Am 20.12.2008 um 21:04 schrieb Jeremy Huddleston:
I want to have on one desktop or in one space my X11 desktop (because GNU Emacs as X client is faster than I can type and read and think and so *I* don't to have to wait until it's ready, which is the other way 'round with the Cocoa and Carbon variants). And I don't want to click around in Finder for some minutes until all my stuff is finally launched. And how do I pass arguments to it? Why do you want to steal the startup items from X11?
What do you mean "steal the startup items"?
Quartz has its startup items, X11 should have them, too. It's not appropriate to remove this feature from X11.
If your X product does not provide what other X products allow then something is wrong with your product.
It does. What other "X products" are you talking about?
For example CDE, Métisse, Looking Glass, Xview/OpenWindows, Cygwin, Humming Bird ...

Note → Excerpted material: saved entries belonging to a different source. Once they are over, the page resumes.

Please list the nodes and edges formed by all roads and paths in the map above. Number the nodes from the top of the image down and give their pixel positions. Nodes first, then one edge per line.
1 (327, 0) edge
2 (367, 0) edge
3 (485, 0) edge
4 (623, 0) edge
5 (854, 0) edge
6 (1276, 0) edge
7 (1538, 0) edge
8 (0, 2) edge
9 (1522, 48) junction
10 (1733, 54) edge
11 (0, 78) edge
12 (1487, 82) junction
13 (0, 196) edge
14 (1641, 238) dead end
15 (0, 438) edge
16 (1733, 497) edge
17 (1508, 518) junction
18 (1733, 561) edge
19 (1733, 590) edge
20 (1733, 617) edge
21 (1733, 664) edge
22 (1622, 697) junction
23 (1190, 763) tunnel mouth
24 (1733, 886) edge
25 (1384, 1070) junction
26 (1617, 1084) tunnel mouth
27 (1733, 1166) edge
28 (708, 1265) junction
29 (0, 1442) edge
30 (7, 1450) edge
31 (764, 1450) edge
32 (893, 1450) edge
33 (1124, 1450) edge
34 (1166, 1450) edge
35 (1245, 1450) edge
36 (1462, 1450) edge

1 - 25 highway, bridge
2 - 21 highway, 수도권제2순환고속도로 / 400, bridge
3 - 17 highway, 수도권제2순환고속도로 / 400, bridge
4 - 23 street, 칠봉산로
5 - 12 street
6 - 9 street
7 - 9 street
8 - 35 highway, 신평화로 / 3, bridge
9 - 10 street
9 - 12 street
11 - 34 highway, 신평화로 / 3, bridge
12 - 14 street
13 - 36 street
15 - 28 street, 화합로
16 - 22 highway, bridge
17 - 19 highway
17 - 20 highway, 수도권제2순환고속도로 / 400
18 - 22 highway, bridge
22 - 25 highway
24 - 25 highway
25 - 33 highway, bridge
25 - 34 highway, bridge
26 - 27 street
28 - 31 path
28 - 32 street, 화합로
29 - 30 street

Since you're using blackbox, enable fullscreen, and it'll be exactly like your blackbox experience on BSD. Or you can use the Applications menu to launch applications...

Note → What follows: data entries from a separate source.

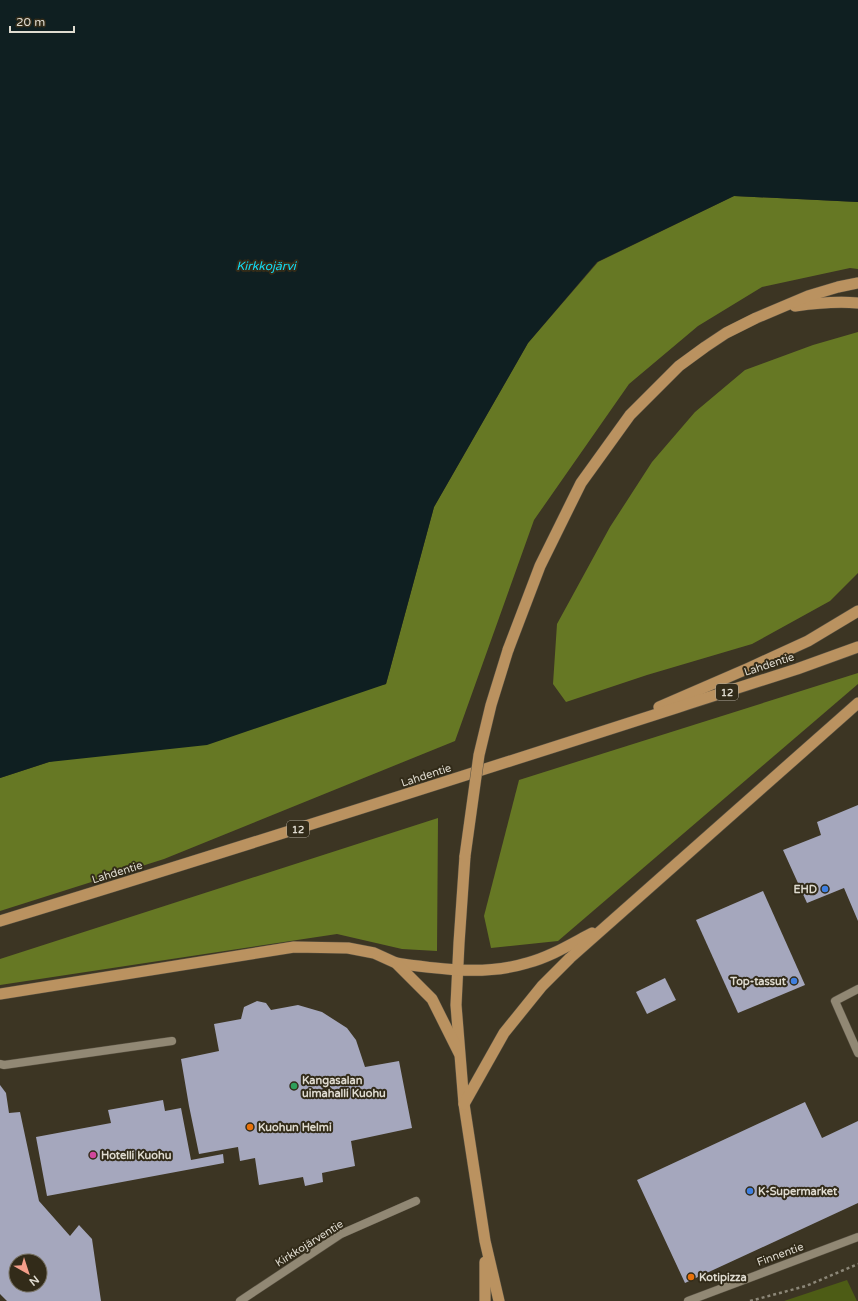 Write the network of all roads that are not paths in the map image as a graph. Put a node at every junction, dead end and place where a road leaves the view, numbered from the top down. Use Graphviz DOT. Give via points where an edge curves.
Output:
graph roads {
  1 [pos="858,283"];
  2 [pos="858,303"];
  3 [pos="776,310"];
  4 [pos="858,611"];
  5 [pos="858,647"];
  6 [pos="858,703"];
  7 [pos="594,734"];
  8 [pos="0,921"];
  9 [pos="606,926"];
  10 [pos="396,963"];
  11 [pos="458,970"];
  12 [pos="858,990"];
  13 [pos="0,994"];
  14 [pos="172,1041"];
  15 [pos="460,1053"];
  16 [pos="858,1053"];
  17 [pos="0,1064"];
  18 [pos="464,1104"];
  19 [pos="416,1201"];
  20 [pos="858,1237"];
  21 [pos="485,1241"];
  22 [pos="240,1301"];
  23 [pos="486,1301"];
  24 [pos="499,1301"];
  25 [pos="688,1301"];
  1 -- 3 [label="highway" via="808,296"];
  2 -- 3 [label="highway" via="818,302"];
  3 -- 11 [label="highway, bridge" via="726,333 705,347 680,366 630,415 581,483 540,566 508,650 479,755 465,856"];
  4 -- 7 [label="highway" via="808,642"];
  5 -- 7 [label="highway, Lahdentie / 12"];
  6 -- 9 [label="highway"];
  7 -- 8 [label="highway, Lahdentie / 12"];
  9 -- 11 [label="highway" via="528,963 500,969"];
  9 -- 18 [label="highway" via="542,986 508,1027"];
  10 -- 11 [label="highway"];
  10 -- 13 [label="highway" via="374,953 348,948 294,947"];
  10 -- 15 [label="highway" via="432,1000"];
  11 -- 15 [label="highway" via="456,1005"];
  12 -- 16 [label="street" via="835,1001"];
  14 -- 17 [label="street"];
  15 -- 18 [label="highway"];
  18 -- 21 [label="highway"];
  19 -- 22 [label="street, Kirkkojärventie" via="340,1234"];
  20 -- 25 [label="street, Finnentie"];
  21 -- 23 [label="highway"];
  21 -- 24 [label="highway"];
} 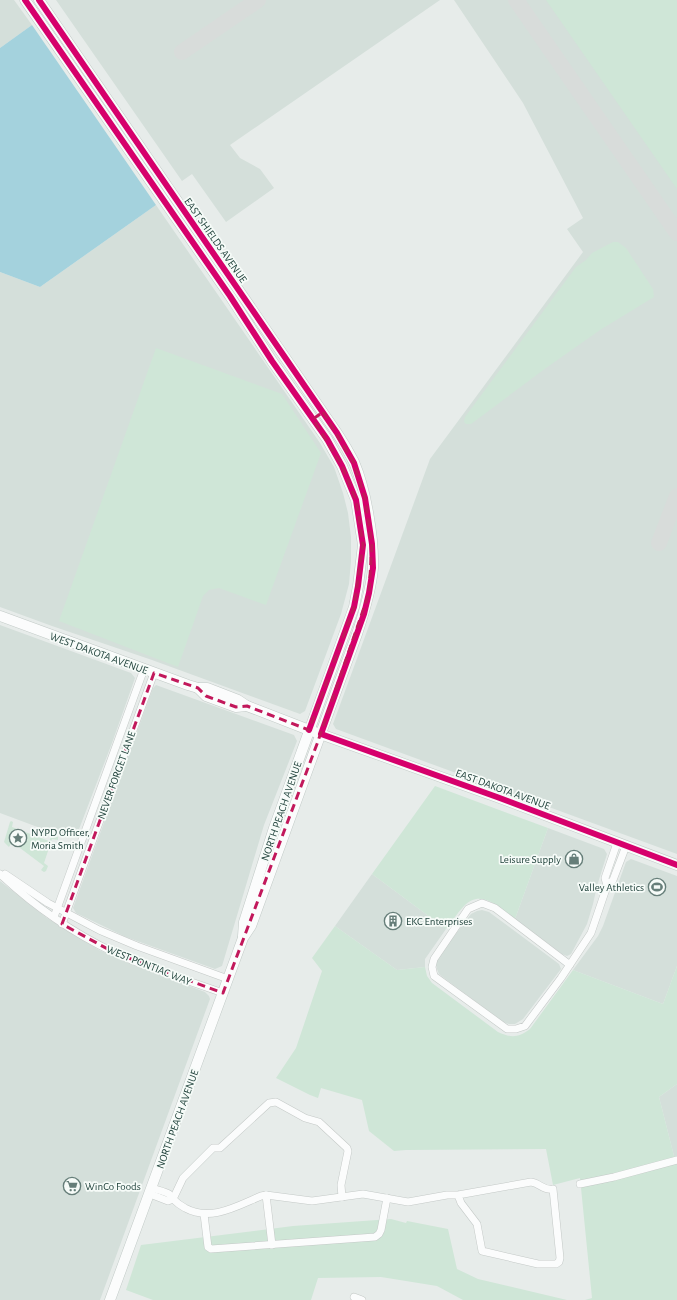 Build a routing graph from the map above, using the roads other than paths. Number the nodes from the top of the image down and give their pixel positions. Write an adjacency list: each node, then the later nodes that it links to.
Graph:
1 (26, 0): 4 (main road, EAST SHIELDS AVENUE)
2 (39, 0): 3 (main road, EAST SHIELDS AVENUE)
3 (322, 412): 4 (main road); 5 (main road, EAST SHIELDS AVENUE)
4 (313, 419): 5 (main road, EAST SHIELDS AVENUE)
5 (361, 499): 8 (main road, NORTH PEACH AVENUE); 9 (main road, NORTH PEACH AVENUE)
6 (0, 616): 7 (main road, WEST DAKOTA AVENUE)
7 (149, 671): 8 (main road, WEST DAKOTA AVENUE); 13 (street, NEVER FORGET LANE); 14 (street, NEVER FORGET LANE)
8 (309, 730): 9 (main road, WEST DAKOTA AVENUE); 17 (main road, NORTH PEACH AVENUE)
9 (321, 734): 10 (main road, EAST DAKOTA AVENUE); 17 (main road, NORTH PEACH AVENUE)
10 (622, 845): 11 (main road, EAST DAKOTA AVENUE); 18 (street)
11 (677, 866)
12 (0, 873): 13 (street, WEST PONTIAC WAY); 15 (street, WEST PONTIAC WAY)
13 (57, 908): 14 (street, WEST PONTIAC WAY); 15 (street, NEVER FORGET LANE)
14 (66, 913): 16 (street, NEVER FORGET LANE); 19 (street, WEST PONTIAC WAY)
15 (54, 918): 16 (street, WEST PONTIAC WAY)
16 (62, 924): 20 (street, WEST PONTIAC WAY)
17 (243, 938): 19 (main road, NORTH PEACH AVENUE)
18 (570, 965): 18 (street)
19 (228, 979): 20 (main road, NORTH PEACH AVENUE)
20 (223, 993): 23 (main road, NORTH PEACH AVENUE)
21 (677, 1160): 22 (street)
22 (580, 1184)
23 (151, 1191): 28 (street); 32 (main road, NORTH PEACH AVENUE)
24 (266, 1195): 26 (street); 29 (street); 30 (street)
25 (458, 1195): 25 (street); 27 (street)
26 (342, 1197): 27 (street); 28 (street)
27 (388, 1198): 30 (street)
28 (173, 1199): 29 (street)
29 (204, 1214): 30 (street)
30 (272, 1245)
31 (354, 1297): 33 (street)
32 (110, 1300)
33 (362, 1300)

No, I don't want to think of opening that menu half a dozen times every time I launch X11 to get my regular X11. X11 should not be castrated to some application (X client) launcher. It's a windowing system by its own hosted by Quartz, if that's the name of the Apple windowing system in Mac OS X with the Aqua look.
In twm, you right click on the desktop and select the application to start. In Gnome, you click the Applications menu and select the application to launch. In KDE, you click on the K and select the application to launch. How are any of those WMs any different? Further, you're using blackbox by your own choice, so if you don't like how you start applications in blackbox, then use something else.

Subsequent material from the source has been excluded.